In his January 24, 2012, State of the Union address, President Barack Obama announced the creation of a new law enforcement task force targeting financial crimes. Specifically, President Obama tasked Attorney General Eric Holder Jr. with creating a special group of federal and state prosecutors to expand investigations into the “abusive lending and packaging of risky mortgages that led to the housing crisis.”1
Impact of Initiative
The scope of the new initiative, and the resulting impact on the home loan servicing industry, is still somewhat unclear at this point. What is clear is that federal and state enforcement agencies are taking swift action in this area. The Justice Department recently announced a new initiative for the task force targeting fraud specific to residential mortgage-backed securities (RMBS).2 Attorney General Holder announced that investigators have already issued civil subpoenas to 11 financial institutions relating to this initiative with the prospect that “more will follow.”

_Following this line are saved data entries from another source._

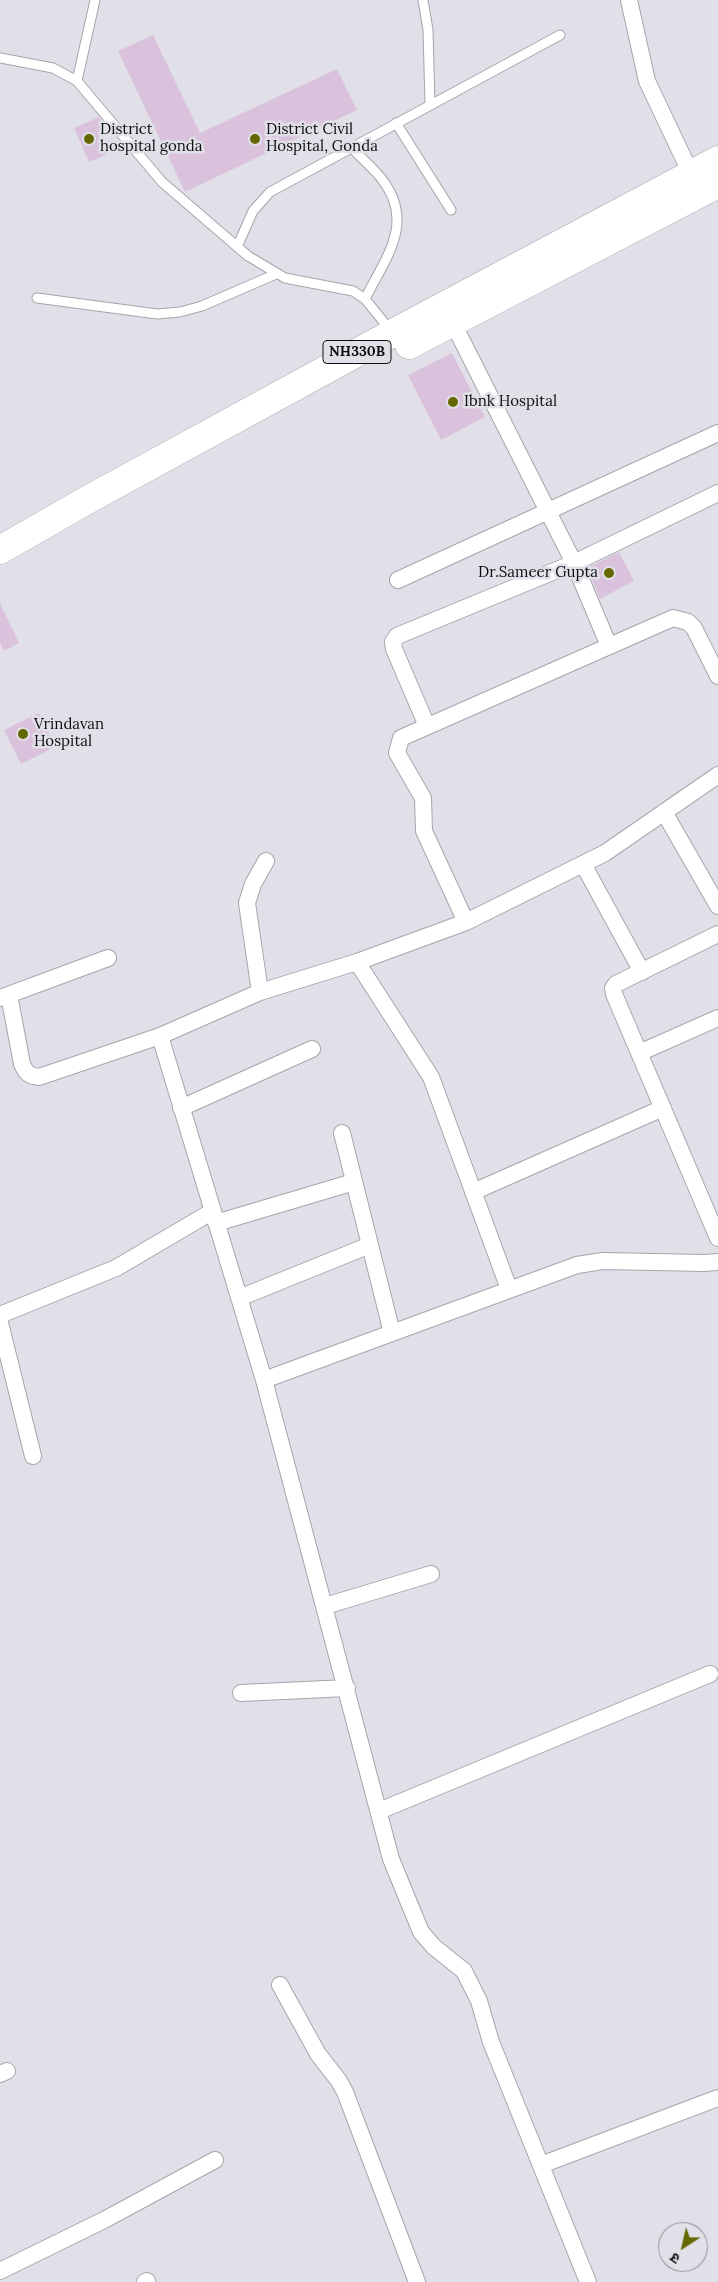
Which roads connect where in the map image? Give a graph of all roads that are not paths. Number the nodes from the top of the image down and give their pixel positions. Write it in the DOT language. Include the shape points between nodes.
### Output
graph roads {
  1 [pos="95,0"];
  2 [pos="423,0"];
  3 [pos="629,0"];
  4 [pos="560,35"];
  5 [pos="0,58"];
  6 [pos="77,81"];
  7 [pos="430,105"];
  8 [pos="396,123"];
  9 [pos="351,148"];
  10 [pos="691,174"];
  11 [pos="717,180"];
  12 [pos="451,210"];
  13 [pos="237,247"];
  14 [pos="276,274"];
  15 [pos="38,298"];
  16 [pos="364,298"];
  17 [pos="453,323"];
  18 [pos="393,333"];
  19 [pos="718,433"];
  20 [pos="718,492"];
  21 [pos="548,511"];
  22 [pos="0,550"];
  23 [pos="574,564"];
  24 [pos="0,567"];
  25 [pos="398,580"];
  26 [pos="609,646"];
  27 [pos="718,676"];
  28 [pos="427,726"];
  29 [pos="718,775"];
  30 [pos="664,812"];
  31 [pos="266,860"];
  32 [pos="583,864"];
  33 [pos="718,906"];
  34 [pos="466,922"];
  35 [pos="718,934"];
  36 [pos="108,958"];
  37 [pos="357,962"];
  38 [pos="642,972"];
  39 [pos="260,992"];
  40 [pos="4,997"];
  41 [pos="718,1018"];
  42 [pos="160,1036"];
  43 [pos="312,1049"];
  44 [pos="639,1053"];
  45 [pos="181,1108"];
  46 [pos="663,1108"];
  47 [pos="342,1133"];
  48 [pos="354,1182"];
  49 [pos="473,1192"];
  50 [pos="214,1217"];
  51 [pos="718,1238"];
  52 [pos="370,1245"];
  53 [pos="718,1262"];
  54 [pos="509,1289"];
  55 [pos="239,1298"];
  56 [pos="0,1315"];
  57 [pos="0,1323"];
  58 [pos="392,1332"];
  59 [pos="264,1380"];
  60 [pos="33,1456"];
  61 [pos="432,1574"];
  62 [pos="325,1606"];
  63 [pos="710,1674"];
  64 [pos="347,1688"];
  65 [pos="242,1694"];
  66 [pos="380,1811"];
  67 [pos="280,1985"];
  68 [pos="718,2098"];
  69 [pos="215,2160"];
  70 [pos="541,2165"];
  71 [pos="0,2271"];
  72 [pos="418,2282"];
  73 [pos="588,2282"];
  1 -- 6 [label="lane"];
  2 -- 7 [label="lane" via="428,30"];
  3 -- 10 [label="street" via="647,80"];
  4 -- 7 [label="lane"];
  5 -- 6 [label="lane" via="53,68"];
  6 -- 13 [label="lane" via="162,182"];
  7 -- 8 [label="lane"];
  8 -- 9 [label="lane"];
  8 -- 12 [label="lane"];
  9 -- 13 [label="lane" via="270,192 253,211"];
  9 -- 16 [label="lane" via="381,178 394,199 399,219 394,244"];
  10 -- 11 [label="highway, NH330B"];
  10 -- 18 [label="highway, NH330B"];
  11 -- 17 [label="highway, NH330B"];
  13 -- 14 [label="lane"];
  14 -- 15 [label="lane" via="202,306 180,312 157,314"];
  14 -- 16 [label="lane" via="353,290"];
  16 -- 18 [label="lane"];
  17 -- 21 [label="street"];
  17 -- 24 [label="highway, NH330B" via="125,493"];
  18 -- 22 [label="highway, NH330B"];
  19 -- 21 [label="street"];
  20 -- 23 [label="street"];
  21 -- 23 [label="street"];
  21 -- 25 [label="street"];
  23 -- 26 [label="street"];
  23 -- 28 [label="street" via="397,636 393,642 394,649"];
  26 -- 27 [label="street" via="672,618 680,619 694,628"];
  26 -- 28 [label="street"];
  28 -- 34 [label="street" via="401,738 397,753 423,798 424,831"];
  29 -- 30 [label="street"];
  30 -- 32 [label="street"];
  30 -- 33 [label="street"];
  31 -- 39 [label="street" via="247,903"];
  32 -- 34 [label="street"];
  32 -- 38 [label="street"];
  34 -- 37 [label="street"];
  35 -- 38 [label="street"];
  36 -- 40 [label="street"];
  37 -- 39 [label="street"];
  37 -- 49 [label="street" via="431,1077"];
  38 -- 44 [label="street" via="613,988"];
  39 -- 42 [label="street"];
  40 -- 42 [label="street" via="22,1064 31,1077"];
  41 -- 44 [label="street"];
  42 -- 45 [label="street"];
  43 -- 45 [label="street"];
  44 -- 46 [label="street"];
  45 -- 50 [label="street"];
  46 -- 49 [label="street"];
  46 -- 51 [label="street"];
  47 -- 48 [label="street"];
  48 -- 50 [label="street"];
  48 -- 52 [label="street"];
  49 -- 54 [label="street"];
  50 -- 55 [label="street"];
  50 -- 56 [label="street" via="116,1268"];
  52 -- 55 [label="street"];
  52 -- 58 [label="street"];
  53 -- 54 [label="street" via="577,1264"];
  54 -- 58 [label="street"];
  55 -- 59 [label="street"];
  57 -- 60 [label="street"];
  58 -- 59 [label="street"];
  59 -- 62 [label="street"];
  61 -- 62 [label="street"];
  62 -- 64 [label="street"];
  63 -- 66 [label="street"];
  64 -- 65 [label="street"];
  64 -- 66 [label="street"];
  66 -- 70 [label="street" via="391,1859 421,1932 461,1968 482,2006 491,2042"];
  67 -- 72 [label="street" via="318,2054 345,2092"];
  68 -- 70 [label="street"];
  69 -- 71 [label="street" via="106,2220"];
  70 -- 73 [label="street"];
}
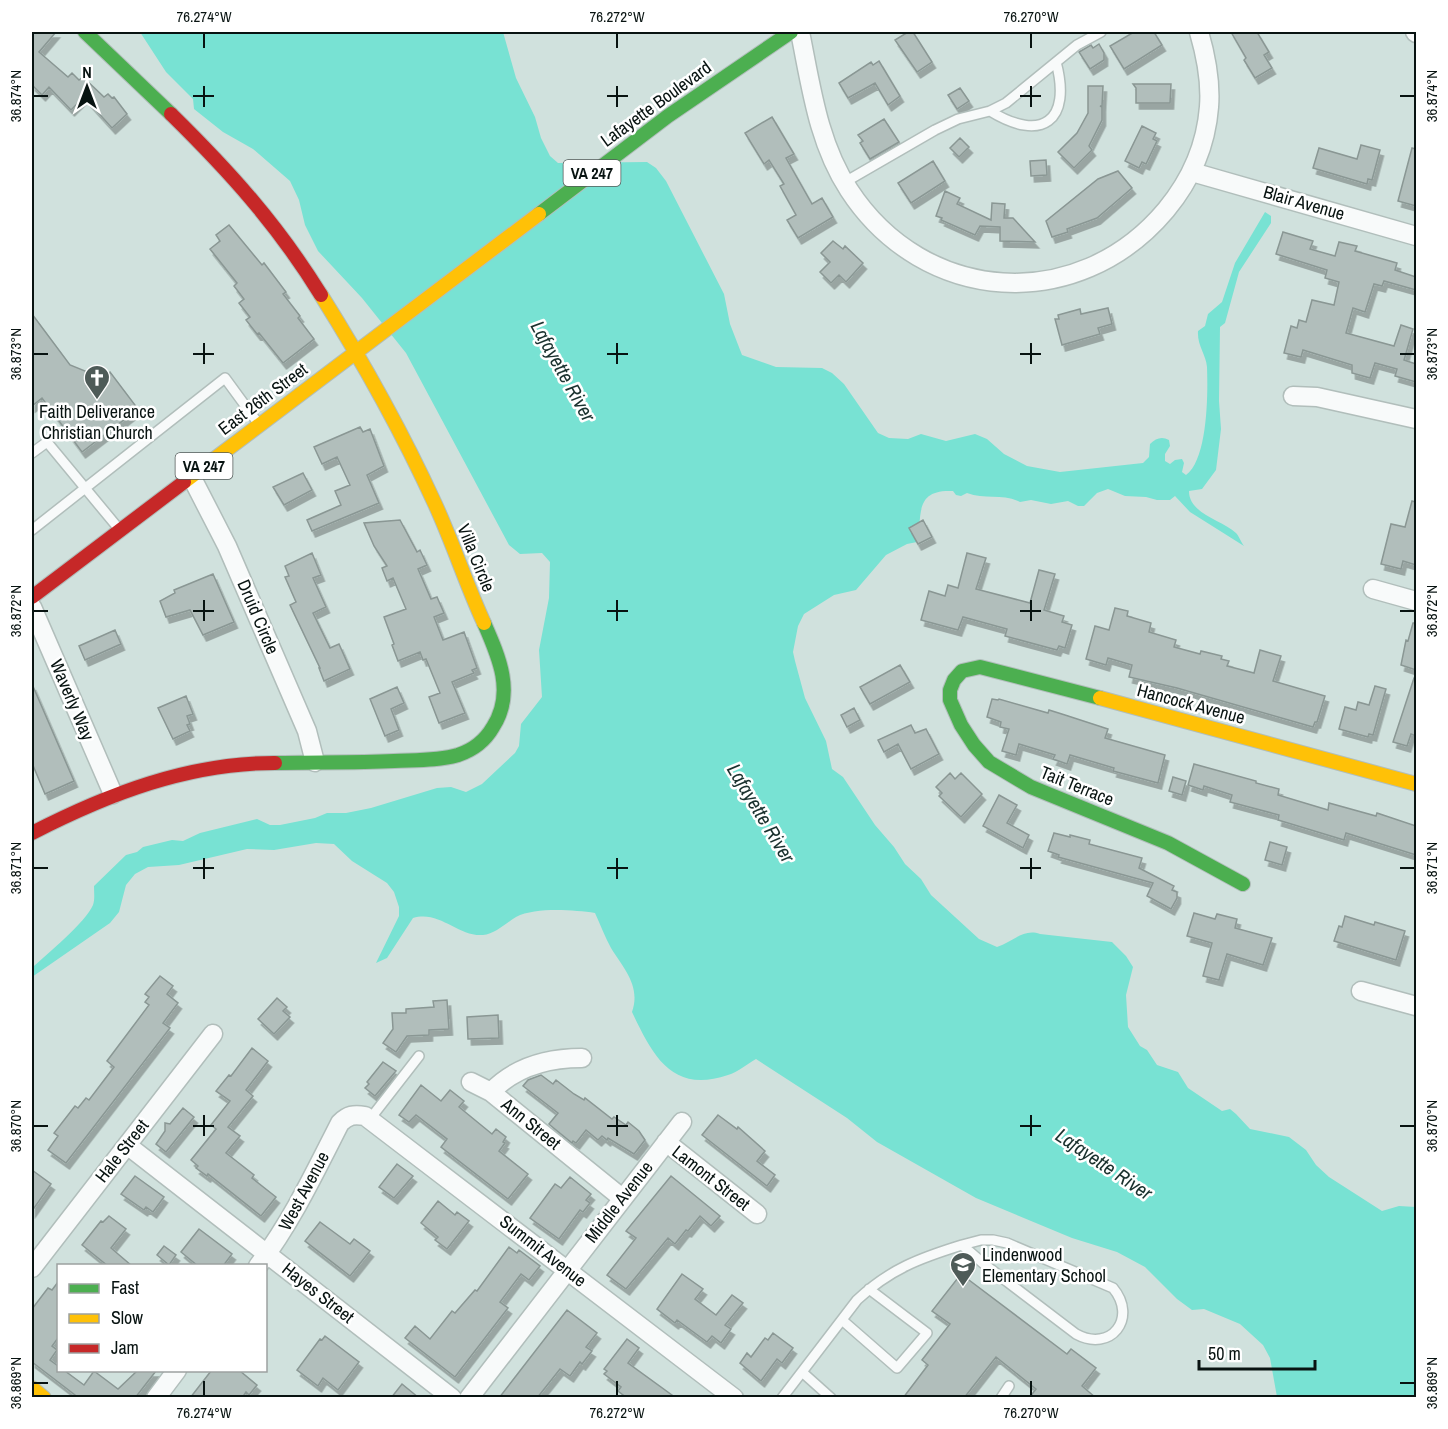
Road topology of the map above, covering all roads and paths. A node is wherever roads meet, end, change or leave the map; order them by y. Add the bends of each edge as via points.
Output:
1 (85, 32) edge
2 (791, 32) edge
3 (800, 32) edge
4 (1101, 32) edge
5 (1199, 32) edge
6 (1056, 62) junction
7 (990, 111) junction
8 (1192, 172) junction
9 (844, 182) junction
10 (516, 231) joint
11 (1416, 236) edge
12 (355, 352) junction
13 (1293, 396) dead end
14 (1416, 419) edge
15 (259, 424) junction
16 (32, 453) edge
17 (191, 476) junction
18 (85, 488) junction
19 (32, 530) edge
20 (120, 530) junction
21 (1373, 589) dead end
22 (32, 597) edge
23 (1416, 601) edge
24 (32, 607) edge
25 (957, 675) joint
26 (315, 762) junction
27 (1416, 784) edge
28 (112, 794) junction
29 (32, 833) edge
30 (1243, 884) dead end
31 (1361, 991) dead end
32 (1416, 1006) edge
33 (213, 1034) dead end
34 (419, 1056) dead end
35 (582, 1058) dead end
36 (471, 1082) dead end
37 (490, 1092) junction
38 (347, 1116) joint
39 (370, 1119) junction
40 (682, 1122) dead end
41 (666, 1142) junction
42 (127, 1145) junction
43 (622, 1198) junction
44 (757, 1214) dead end
45 (962, 1245) junction
46 (263, 1260) edge
47 (32, 1268) edge
48 (567, 1269) junction
49 (868, 1289) junction
50 (842, 1320) junction
51 (176, 1372) edge
52 (802, 1372) junction
53 (1009, 1386) dead end
54 (32, 1388) edge
55 (44, 1398) edge
56 (156, 1398) edge
57 (452, 1398) edge
58 (469, 1398) edge
59 (734, 1398) edge
60 (782, 1398) edge
61 (831, 1398) edge
62 (1001, 1398) edge

1 - 12 street, Villa Circle via 253,198 302,263
2 - 10 street, Lafayette Boulevard / VA 247 via 668,116
3 - 9 street via 818,117
4 - 6 lane
5 - 8 street via 1210,84 1209,108
6 - 7 lane via 1006,103
6 - 7 lane via 1060,99 1049,122 1023,125
7 - 9 lane via 935,130
8 - 9 street via 1157,220 1122,250 1076,273 1017,283 963,276 913,255 875,224
8 - 11 street, Blair Avenue
10 - 12 street, East 26th Street / VA 247
12 - 15 street, East 26th Street / VA 247
12 - 26 street, Villa Circle via 438,510 496,653 505,692 495,724 483,740 459,755
13 - 14 street via 1317,397
15 - 17 street, East 26th Street / VA 247
15 - 18 lane via 225,378
16 - 18 lane via 47,442
17 - 20 street, East 26th Street / VA 247
17 - 26 street, Druid Circle via 251,600 307,730
18 - 19 lane
18 - 20 lane
20 - 22 street, East 26th Street / VA 247
21 - 23 street
24 - 28 street, Waverly Way
25 - 27 street, Hancock Avenue via 980,667
25 - 30 street, Tait Terrace via 950,700 961,725 989,762 1031,787 1168,843
26 - 28 street, Villa Circle via 209,768
28 - 29 street, Villa Circle
31 - 32 street
33 - 42 street, Hale Street
34 - 39 lane
35 - 37 street, Ann Street via 542,1062 502,1080
36 - 37 street
37 - 43 street, Ann Street
38 - 39 street, Summit Avenue
38 - 46 street, West Avenue
39 - 48 street, Summit Avenue
40 - 41 street, Middle Avenue
41 - 43 street, Middle Avenue
41 - 44 street, Lamont Street
42 - 46 street, Hayes Street
42 - 47 street, Hale Street
43 - 48 street, Middle Avenue
45 - 45 lane via 981,1240 1007,1243 1113,1288 1123,1304 1120,1325 1103,1339 1085,1339
45 - 49 lane via 907,1263
46 - 57 street, Hayes Street
48 - 58 street, Middle Avenue
48 - 59 street, Summit Avenue
49 - 50 lane
49 - 50 lane via 927,1333 897,1368
50 - 52 lane
51 - 56 street
52 - 60 lane
52 - 61 lane
53 - 62 lane
54 - 55 street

It is difficult to predict where this new initiative, which is a part of the larger Financial Fraud Enforcement Task Force, goes from its RMBS focus. What is apparent, however, is that the DOJ will be devoting significant time and resources into investigating and prosecuting all types of mortgage fraud. In response to the President’s directive, on Friday, January 27, 2012, Attorney General Holder stated “that we will continue to devote significant resources to combating financial fraud and be as aggressive and creative as we can in holding accountable those who, in violating the law, contributed to the financial crisis.”3
An example of other enforcement activity in this area is the Consumer Financial Protection Bureau (CFPB).4 Since the CFPB became operational, it has announced or performed a series of wideranging initiatives concerning mortgage lending abuses, including:
- creation of a whistleblower program, including a toll-free phone number and email address, welcoming any source of information pertaining to potential consumer financial crimes in order to expedite investigations and prosecutions;
- enaction of broad-sweeping supervisory initiatives concerning the practices of both banks and nonbanks, such as those engaged in mortgage origination, brokering, servicing, loan modification, and foreclosure relief, to generally ensure compliance with federal consumer financial protection laws;
- announcement of a law enforcement partnership with the Department of Defense and the Federal Trade Commission to develop a database aimed to track and prosecute companies and individuals repeatedly targeting military personnel relating to consumer financial fraud; and
- participation in a joint task force targeting Home Affordable Modification Program-related abuses.
Using the CFPB as a predictor, it is safe to say home loan servicing institutions can expect a significant increase in both government investigations and prosecutions relating to their consumer lending practices under this task force beyond wrongdoing specific to the packaging and selling of RMBS.
In the face of such uncertainty, mortgage lending and service institutions will greatly benefit from the assistance of counsel with a breadth of expertise in the field of mortgage fraud and abuse investigations.